Koruptor, kata dia, justru harus dijatuhi hukuman berat dan tidak perlu diberi remisi ataupun pembebasan bersyarat. Menurut Didi, kebijakan pemerintah melalui Menteri Hukum dan HAM tentang pengetatan pemberian remisi dan pembebasan bersyarat telah sesuai dengan UU Nomor 12 Tahun 1995 tentang Pemasyarakatan, Peraturan Pemerintah Nomor 28 Tahun 2006 tentang Perubahan atas PP Nomor 32 Tahun 1999 tentang Syarat dan Tata Cara Pelaksanaan Hak Warga Binaan Pemasyarakatan, serta Peraturan Menteri Hukum dan HAM Nomor M.01.Pk.04-10 Tahun 2007 tentang Syarat dan Tata Cara Pelaksanaan Asimilasi, Pembebasan Bersyarat, Cuti Menjelang Bebas, dan Cuti Bersyarat.
Sementara Peraturan Pemerintah dan Peraturan Menteri menyebutkan bahwa pembebasan bersyarat bagi narapidana korupsi wajib memperhatikan rasa keadilan masyarakat. “Saat ini sebagian masyarakat tak henti-hentinya menuntut pemerintah agar secara konsisten dan sungguh-sungguh memberantas korupsi,” papar Didi.

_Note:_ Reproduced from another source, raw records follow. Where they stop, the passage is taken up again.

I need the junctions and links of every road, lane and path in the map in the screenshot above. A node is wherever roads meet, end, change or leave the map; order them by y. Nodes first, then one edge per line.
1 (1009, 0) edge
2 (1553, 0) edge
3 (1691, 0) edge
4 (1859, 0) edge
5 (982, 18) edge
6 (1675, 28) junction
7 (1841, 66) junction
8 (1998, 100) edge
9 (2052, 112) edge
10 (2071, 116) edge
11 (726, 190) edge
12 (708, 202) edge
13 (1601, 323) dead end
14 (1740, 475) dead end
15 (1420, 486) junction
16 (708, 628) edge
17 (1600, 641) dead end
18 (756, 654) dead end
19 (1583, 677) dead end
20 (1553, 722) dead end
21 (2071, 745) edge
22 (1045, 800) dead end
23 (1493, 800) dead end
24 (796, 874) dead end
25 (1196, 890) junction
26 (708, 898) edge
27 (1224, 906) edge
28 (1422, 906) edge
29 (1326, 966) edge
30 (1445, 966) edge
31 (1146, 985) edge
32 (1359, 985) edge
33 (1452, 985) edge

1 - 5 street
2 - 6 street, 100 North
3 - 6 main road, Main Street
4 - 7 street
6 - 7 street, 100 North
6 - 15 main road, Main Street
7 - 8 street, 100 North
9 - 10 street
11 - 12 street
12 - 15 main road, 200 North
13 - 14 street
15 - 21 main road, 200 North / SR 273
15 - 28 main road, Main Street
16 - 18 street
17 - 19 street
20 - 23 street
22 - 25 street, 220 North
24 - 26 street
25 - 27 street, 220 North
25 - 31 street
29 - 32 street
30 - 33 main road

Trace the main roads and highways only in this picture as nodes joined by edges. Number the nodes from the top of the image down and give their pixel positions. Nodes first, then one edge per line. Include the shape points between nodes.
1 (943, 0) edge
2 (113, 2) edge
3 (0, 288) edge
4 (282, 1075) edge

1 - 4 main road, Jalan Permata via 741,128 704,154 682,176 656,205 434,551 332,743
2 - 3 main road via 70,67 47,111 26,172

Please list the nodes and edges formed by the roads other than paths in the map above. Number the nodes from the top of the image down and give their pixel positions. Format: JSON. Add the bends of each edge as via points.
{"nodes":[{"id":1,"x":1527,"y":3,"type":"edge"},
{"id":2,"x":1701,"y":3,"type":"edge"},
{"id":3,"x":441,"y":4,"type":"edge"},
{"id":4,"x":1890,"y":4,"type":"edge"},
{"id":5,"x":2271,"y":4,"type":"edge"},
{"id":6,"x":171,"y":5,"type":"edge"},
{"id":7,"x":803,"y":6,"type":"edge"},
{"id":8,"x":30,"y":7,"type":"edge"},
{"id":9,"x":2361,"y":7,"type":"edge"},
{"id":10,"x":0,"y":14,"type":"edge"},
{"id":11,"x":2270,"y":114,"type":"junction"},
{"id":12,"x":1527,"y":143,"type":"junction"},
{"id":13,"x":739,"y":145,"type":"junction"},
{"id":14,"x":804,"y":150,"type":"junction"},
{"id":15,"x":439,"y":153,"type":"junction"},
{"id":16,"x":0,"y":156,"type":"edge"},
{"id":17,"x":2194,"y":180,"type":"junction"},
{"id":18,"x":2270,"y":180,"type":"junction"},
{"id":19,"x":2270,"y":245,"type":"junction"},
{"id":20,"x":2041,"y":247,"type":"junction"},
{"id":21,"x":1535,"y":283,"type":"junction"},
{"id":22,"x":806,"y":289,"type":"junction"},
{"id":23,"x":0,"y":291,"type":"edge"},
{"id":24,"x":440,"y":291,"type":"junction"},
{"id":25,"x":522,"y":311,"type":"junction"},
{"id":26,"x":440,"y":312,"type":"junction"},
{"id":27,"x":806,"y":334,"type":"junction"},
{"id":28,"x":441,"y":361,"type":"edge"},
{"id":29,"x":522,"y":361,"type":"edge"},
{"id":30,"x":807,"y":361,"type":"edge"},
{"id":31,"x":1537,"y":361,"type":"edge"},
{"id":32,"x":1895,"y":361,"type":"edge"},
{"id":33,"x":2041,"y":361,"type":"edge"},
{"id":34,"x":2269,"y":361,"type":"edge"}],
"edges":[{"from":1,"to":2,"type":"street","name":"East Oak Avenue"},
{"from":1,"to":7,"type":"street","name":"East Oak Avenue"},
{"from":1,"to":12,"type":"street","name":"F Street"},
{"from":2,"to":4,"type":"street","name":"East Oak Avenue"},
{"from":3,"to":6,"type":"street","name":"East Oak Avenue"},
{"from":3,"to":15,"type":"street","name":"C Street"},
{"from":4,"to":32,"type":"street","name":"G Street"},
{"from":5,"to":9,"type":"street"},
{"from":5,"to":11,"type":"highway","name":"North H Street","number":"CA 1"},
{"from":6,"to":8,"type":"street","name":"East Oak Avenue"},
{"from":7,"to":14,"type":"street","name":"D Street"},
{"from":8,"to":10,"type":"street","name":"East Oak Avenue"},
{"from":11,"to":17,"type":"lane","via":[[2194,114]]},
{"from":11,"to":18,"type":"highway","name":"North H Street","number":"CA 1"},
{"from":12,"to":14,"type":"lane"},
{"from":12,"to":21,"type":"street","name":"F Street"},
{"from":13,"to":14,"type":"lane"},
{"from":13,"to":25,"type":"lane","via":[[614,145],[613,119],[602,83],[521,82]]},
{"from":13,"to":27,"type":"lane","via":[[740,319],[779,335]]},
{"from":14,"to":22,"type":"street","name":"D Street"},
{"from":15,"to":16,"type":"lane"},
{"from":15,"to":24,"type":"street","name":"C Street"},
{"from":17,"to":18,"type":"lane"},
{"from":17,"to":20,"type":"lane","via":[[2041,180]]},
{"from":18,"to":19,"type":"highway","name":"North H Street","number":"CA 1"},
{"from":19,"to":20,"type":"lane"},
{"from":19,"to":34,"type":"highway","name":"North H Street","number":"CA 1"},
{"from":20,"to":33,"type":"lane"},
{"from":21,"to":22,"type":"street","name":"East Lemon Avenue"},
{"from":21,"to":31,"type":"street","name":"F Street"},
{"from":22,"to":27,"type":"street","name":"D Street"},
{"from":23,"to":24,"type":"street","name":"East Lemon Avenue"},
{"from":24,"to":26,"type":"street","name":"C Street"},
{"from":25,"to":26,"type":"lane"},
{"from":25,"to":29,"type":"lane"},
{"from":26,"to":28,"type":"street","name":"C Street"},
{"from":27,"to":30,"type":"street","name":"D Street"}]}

Menurutnya, kebijakan pengetatan pemberian remisi dan pembebasan bersyarat bagi koruptor ini juga tak melanggar ketentuan dalam UU Nomor 39 Tahun 1999 tentang Hak Asasi Manusia. Kebijakan itu selaras dengan ketentuan hukum internasional yang diatur melalui konvensi internasional tentang UNCAC (United Nations Convention Againts Corruption) Tahun 2003 yang telah diratifikasi oleh Indonesia melalui UU Nomor 7 Tahun 2006.
Menurut UNCAC Tahun 2003, negara harus mempertimbangkan secara ketat pemberian pembebasan bersyarat bagi narapidana korupsi.